Justiça nega pedido da família de Jango

Cleber Dioni

Seis netos do ex-presidente da República João Goulart entraram com uma ação na Justiça gaúcha para obrigar o filho de Jango, Noé Monteiro da Silveira, a realizar exame de DNA. O processo teve início no dia 10 de janeiro deste ano e corria em segredo de Justiça na 7ª Vara de Família e Sucessões, do Foro Central.

No dia 29 de fevereiro, o juiz indeferiu o pedido, cuja decisão foi publicada ontem no site do TJ. O advogado e neto de Jango, Christopher Belchior Goulart, filho de João Vicente, diz que vai recorrer da decisão. O objetivo da ação, segundo ele, é obrigar Noé a fazer exame de DNA. “Não sei por que esse exame nunca foi feito. Nós não estamos buscando indenização alguma, só não queremos mais conviver com essa dúvida”, explica Christopher.

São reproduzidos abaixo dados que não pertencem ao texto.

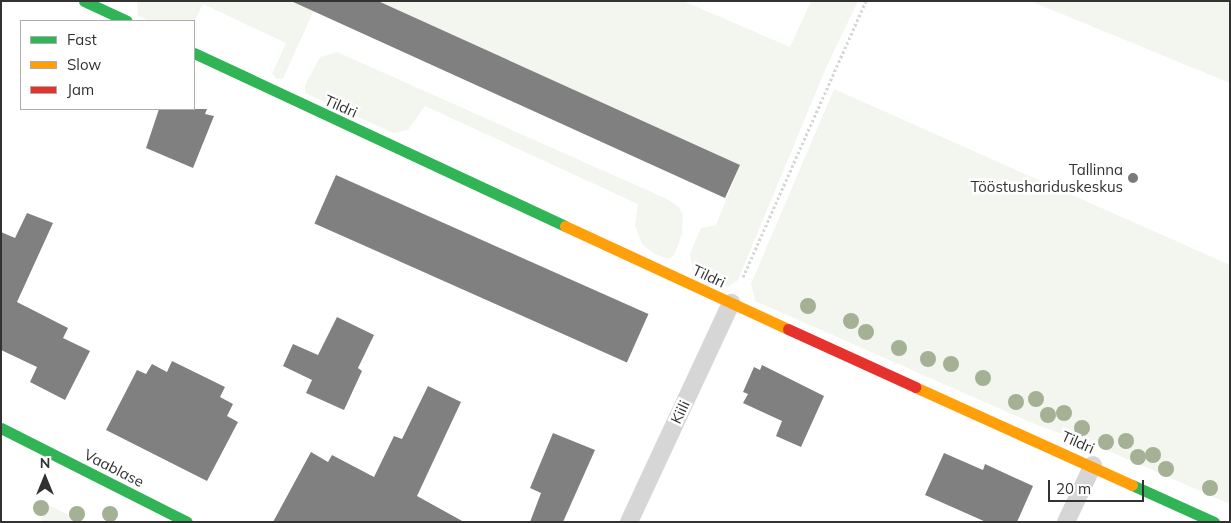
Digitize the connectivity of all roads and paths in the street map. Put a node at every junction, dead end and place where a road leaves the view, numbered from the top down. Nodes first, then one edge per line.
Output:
1 (84, 1) edge
2 (866, 1) edge
3 (107, 6) edge
4 (126, 20) edge
5 (195, 53) edge
6 (731, 303) junction
7 (1, 428) edge
8 (1093, 465) junction
9 (187, 522) edge
10 (628, 522) edge
11 (1066, 522) edge
12 (1214, 522) edge

1 - 3 street
2 - 6 path
3 - 4 street
5 - 6 street, Tildri
6 - 8 street, Tildri
6 - 10 lane, Kiili
7 - 9 street, Vaablase
8 - 11 lane
8 - 12 street, Tildri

Depois de longos anos de batalhas judiciais nos anos 80, Noé foi reconhecido como filho legítimo do ex-presidente da República. Ele era filho de uma empregada da tia de João Goulart, residente em São Borja. Jango tinha por volta de 14 anos. Só ficou sabendo da existência de Noé quando estava no exílio.

Em 15 de dezembro de 1987, a Segunda Turma do Supremo Tribunal Federal, cujo relator era o ministro Djaci Falcão, julgou recurso da ação de investigação de paternidade, movida pela filha de Jango, Denise Fontella Goulart, contra Noé. O STF considerou improcedente o recurso, mantendo a decisão da Terceira Câmara Cível do Tribunal de Justiça do RS a favor de Noé. Ele herdou parte das fazendas e de vários bens deixados por Jango.

Ação contra os EUA

No dia 18 deste mês, Christopher vai à Brasília defender no STF a ação que tenta responsabilizar os Estados Unidos pelos danos causados à família do ex-presidente João Goulart no golpe militar de 1964 e nos anos posteriores no exílio.

Maria Thereza Goulart, viúva do ex-presidente, e seus dois filhos, João Vicente e Denise entraram com a ação em 2003 e pedem uma indenização de R$ 3,496 bilhões, sendo R$ 3 bilhões por danos morais e R$ 496 milhões por danos materiais. Eles saíram em vantagem com a decisão de dois ministros pela continuidade da ação, mas outro ministro votou contra. Christopher quer reverter esse voto.

O julgamento não envolve a indenização pedida, mas a possibilidade dos Estados Unidos responderem ou não perante a Justiça brasileira pela suposta ajuda da CIA no golpe de 64.

A família decidiu pela ação quando Lincoln Gordon, embaixador dos EUA no Brasil nos anos de 1960 admitiu que a Agência Central de Inteligência americana financiou, nas eleições parlamentares de 1962, opositores de Jango.